Many of the risks the company’s servers will face are made possible by compromising security for convenience, and allowing vulnerabilities to exist such as introducing the web server to a source of malware, creating a spam-sending relay, a web or TCP proxy, or other malicious activity. This is why the OS should constantly be patched with security updates, and the server should have the recommended security configurations in place to ensure system hardening.
Below I will run down some of the vulnerabilities I know to be the most overlooked and biggest gaps in system hardening.

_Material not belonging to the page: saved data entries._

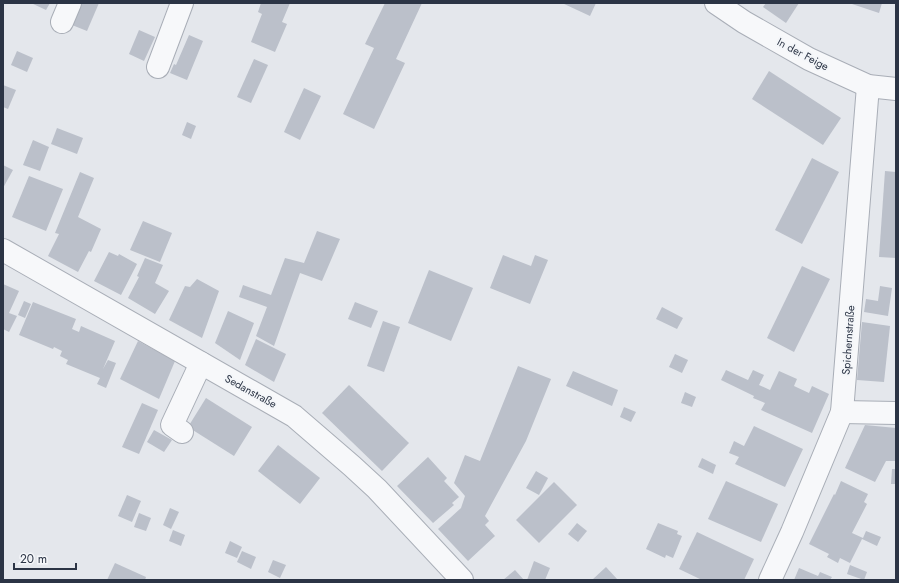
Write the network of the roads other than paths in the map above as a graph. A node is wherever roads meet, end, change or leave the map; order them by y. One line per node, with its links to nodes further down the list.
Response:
1 (182, 3): 3 (street)
2 (716, 3): 4 (street, In der Feige)
3 (158, 67)
4 (868, 86): 5 (street, In der Feige); 8 (street, Spichernstraße)
5 (896, 89)
6 (3, 250): 7 (street, Sedanstraße)
7 (201, 363): 10 (street); 11 (street, Sedanstraße)
8 (842, 412): 9 (street); 12 (street, Spichernstraße)
9 (896, 414)
10 (182, 432)
11 (462, 580)
12 (770, 580)

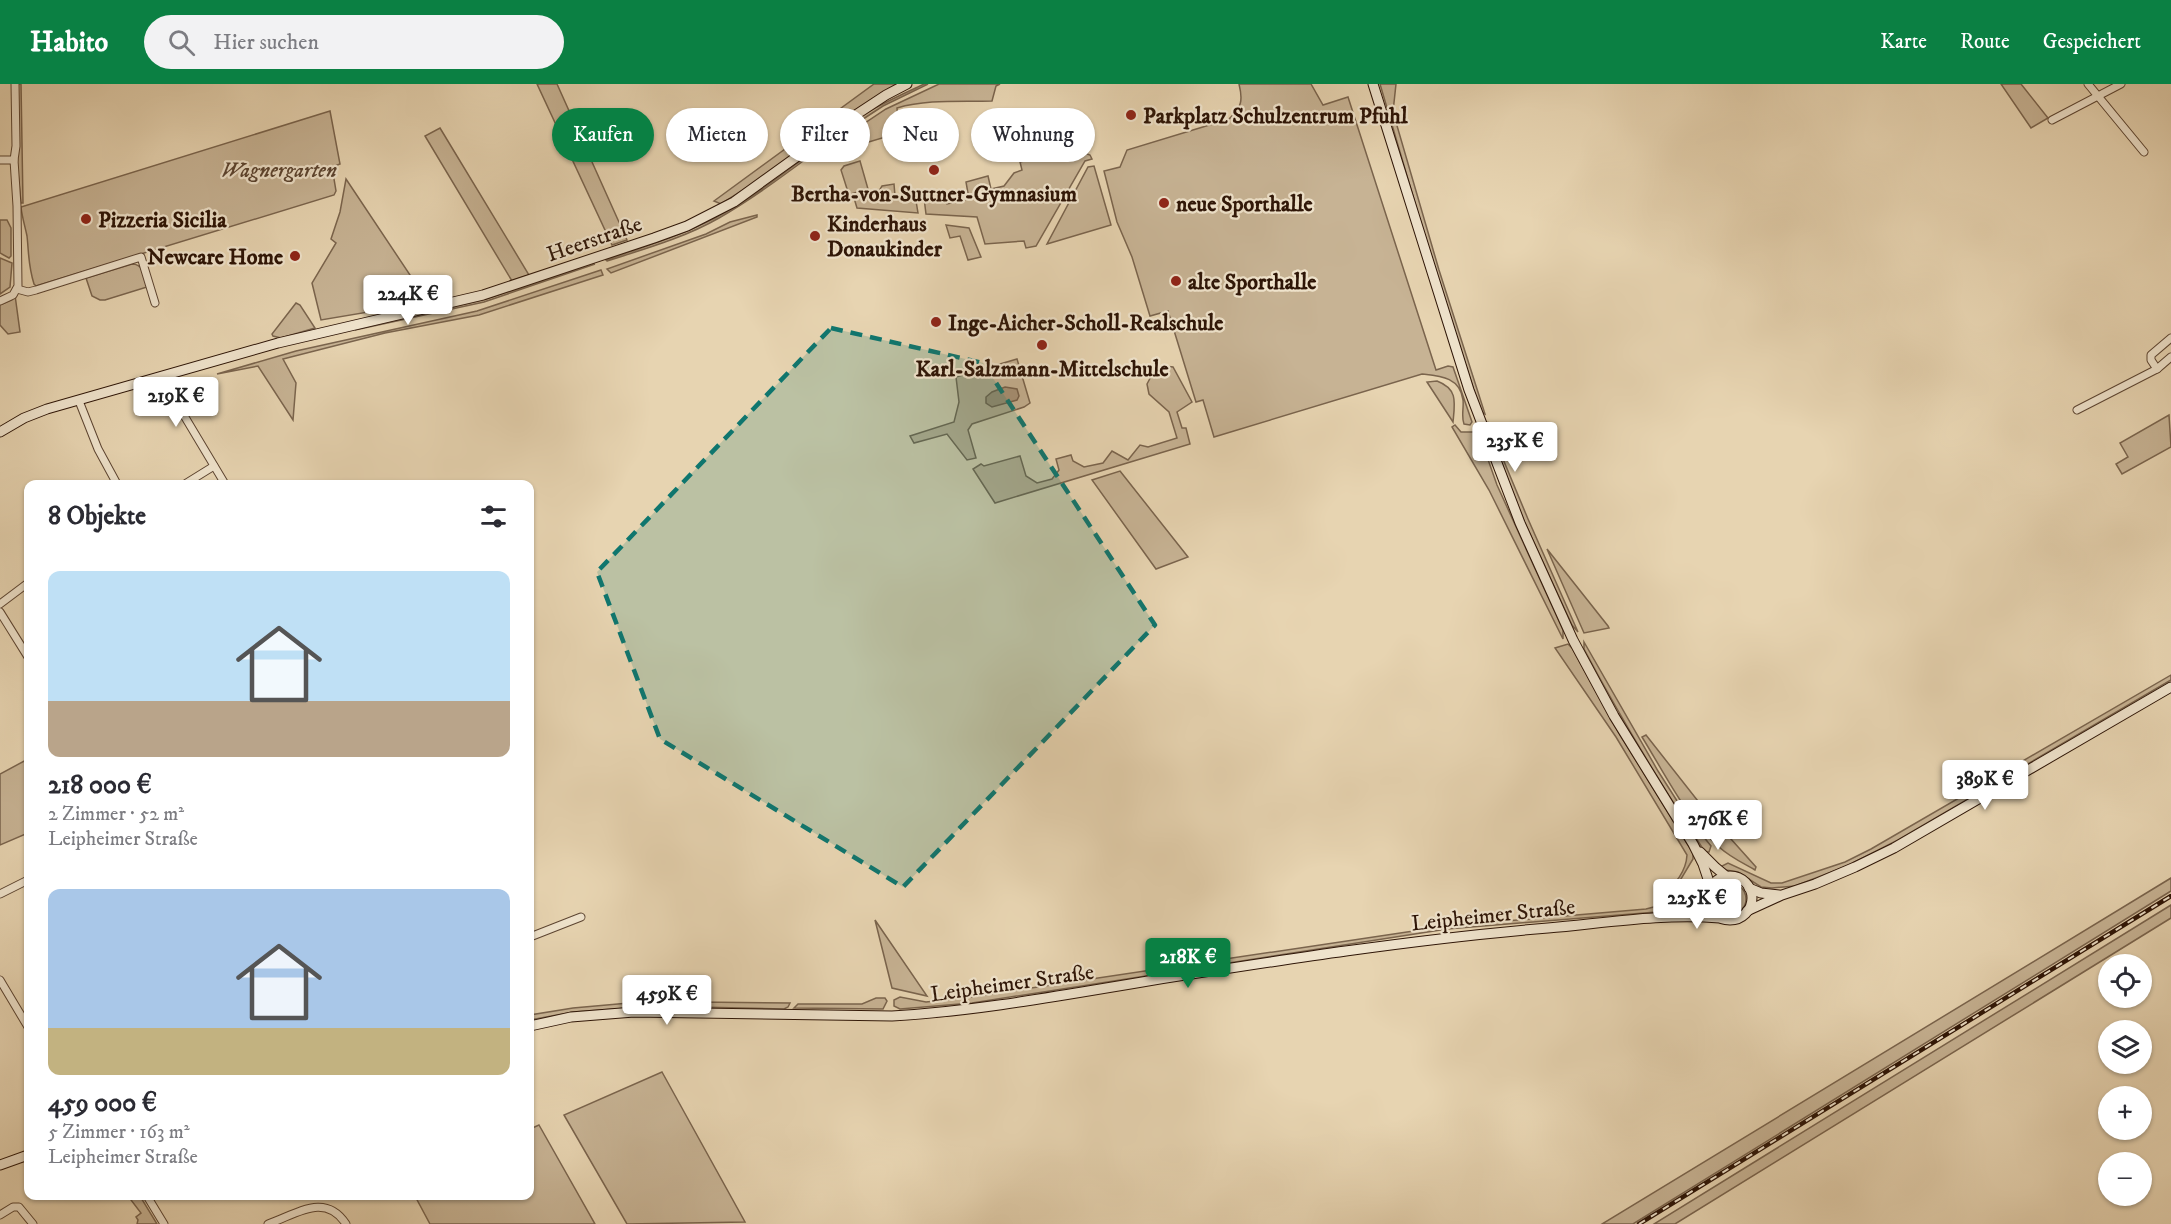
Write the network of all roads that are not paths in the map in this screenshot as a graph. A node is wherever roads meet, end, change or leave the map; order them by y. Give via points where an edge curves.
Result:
1 (15, 84) edge
2 (907, 84) edge
3 (2088, 84) edge
4 (2121, 84) edge
5 (1374, 85) edge
6 (2097, 97) junction
7 (2052, 120) dead end
8 (2144, 152) dead end
9 (0, 160) edge
10 (14, 160) junction
11 (17, 290) junction
12 (0, 301) edge
13 (155, 303) dead end
14 (2171, 338) edge
15 (2171, 357) edge
16 (2157, 369) junction
17 (160, 377) junction
18 (79, 401) junction
19 (2077, 410) dead end
20 (0, 432) edge
21 (214, 466) junction
22 (115, 480) edge
23 (191, 480) edge
24 (223, 480) edge
25 (24, 586) edge
26 (0, 604) edge
27 (0, 612) edge
28 (24, 651) edge
29 (2171, 687) edge
30 (1693, 844) junction
31 (1727, 877) junction
32 (24, 882) edge
33 (1749, 888) junction
34 (1709, 892) junction
35 (0, 894) edge
36 (1782, 895) junction
37 (1748, 911) junction
38 (580, 917) dead end
39 (1676, 917) junction
40 (1720, 918) junction
41 (534, 935) edge
42 (0, 980) edge
43 (24, 1020) edge
44 (534, 1025) edge
45 (24, 1156) edge
46 (0, 1165) edge
47 (149, 1200) edge
48 (0, 1215) edge
49 (33, 1224) edge
50 (164, 1224) edge
51 (268, 1224) edge
52 (346, 1224) edge

1 - 10 street
2 - 17 main road, Heerstraße via 845,122 734,202 687,226 483,295 260,348
3 - 6 street
4 - 6 street
5 - 30 main road via 1469,390 1520,523 1573,640 1614,716
6 - 7 street
6 - 8 street
9 - 10 street
10 - 11 street
11 - 12 street
11 - 13 street via 36,290 141,257
14 - 16 street via 2151,355
15 - 16 street
16 - 19 street
17 - 18 main road, Heerstraße
17 - 21 street
18 - 20 main road, Heerstraße via 24,418
18 - 22 street
21 - 23 street
21 - 24 street
25 - 26 street
27 - 28 street
29 - 36 main road via 1894,848
30 - 31 main road
30 - 34 main road via 1703,864
31 - 33 main road via 1741,879
31 - 34 main road via 1718,880
32 - 35 street
33 - 36 main road
33 - 37 main road via 1752,900
34 - 39 main road, Leipheimer Straße via 1699,907
34 - 40 main road via 1712,910
36 - 37 main road
37 - 40 main road via 1734,920
38 - 41 street
39 - 40 main road, Leipheimer Straße
39 - 44 main road, Leipheimer Straße via 1464,934 930,1014 634,1012 571,1017
42 - 43 street
45 - 46 main road
47 - 50 street
48 - 49 street via 16,1206 23,1209
51 - 52 street via 327,1206 339,1213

Most Linux systems allow the use of a package manager, much like Windows Update. In Linux, this is refered to as “rpm” or RedHat Package Manager, “apt/dpkg” or Debian Package Manager, or simply “YUM” or Yellowdog. These allow a system manager to update specific software individually utilizing commands starting with these; you can always utilize the vendor’s proprietary tools. With RedHat, you are given some good support options through the RedHat network that will ensure the RedHat servers are managed proficiently. With this option, the system administrator should get used to utilizing the “up2date” command, this command will automatically resolve any dependenciy issues. The Debian package system will resolve any dependency problems, rather than simply report on them (as the rpm system does).
For details on the apt command, which is used to load Debian packages, see: http://www.debian.org/doc/manuals/users-guide/ch-iraus.en.html
For information on RedHat Network services, visit:
RHN services are generally free for the first 90 days after installation, after which the company must purchase entitlements to continue.
Another important, albeit trivial changes that should be completed on any new Linux machine is to disable any information leakage that is occurring on...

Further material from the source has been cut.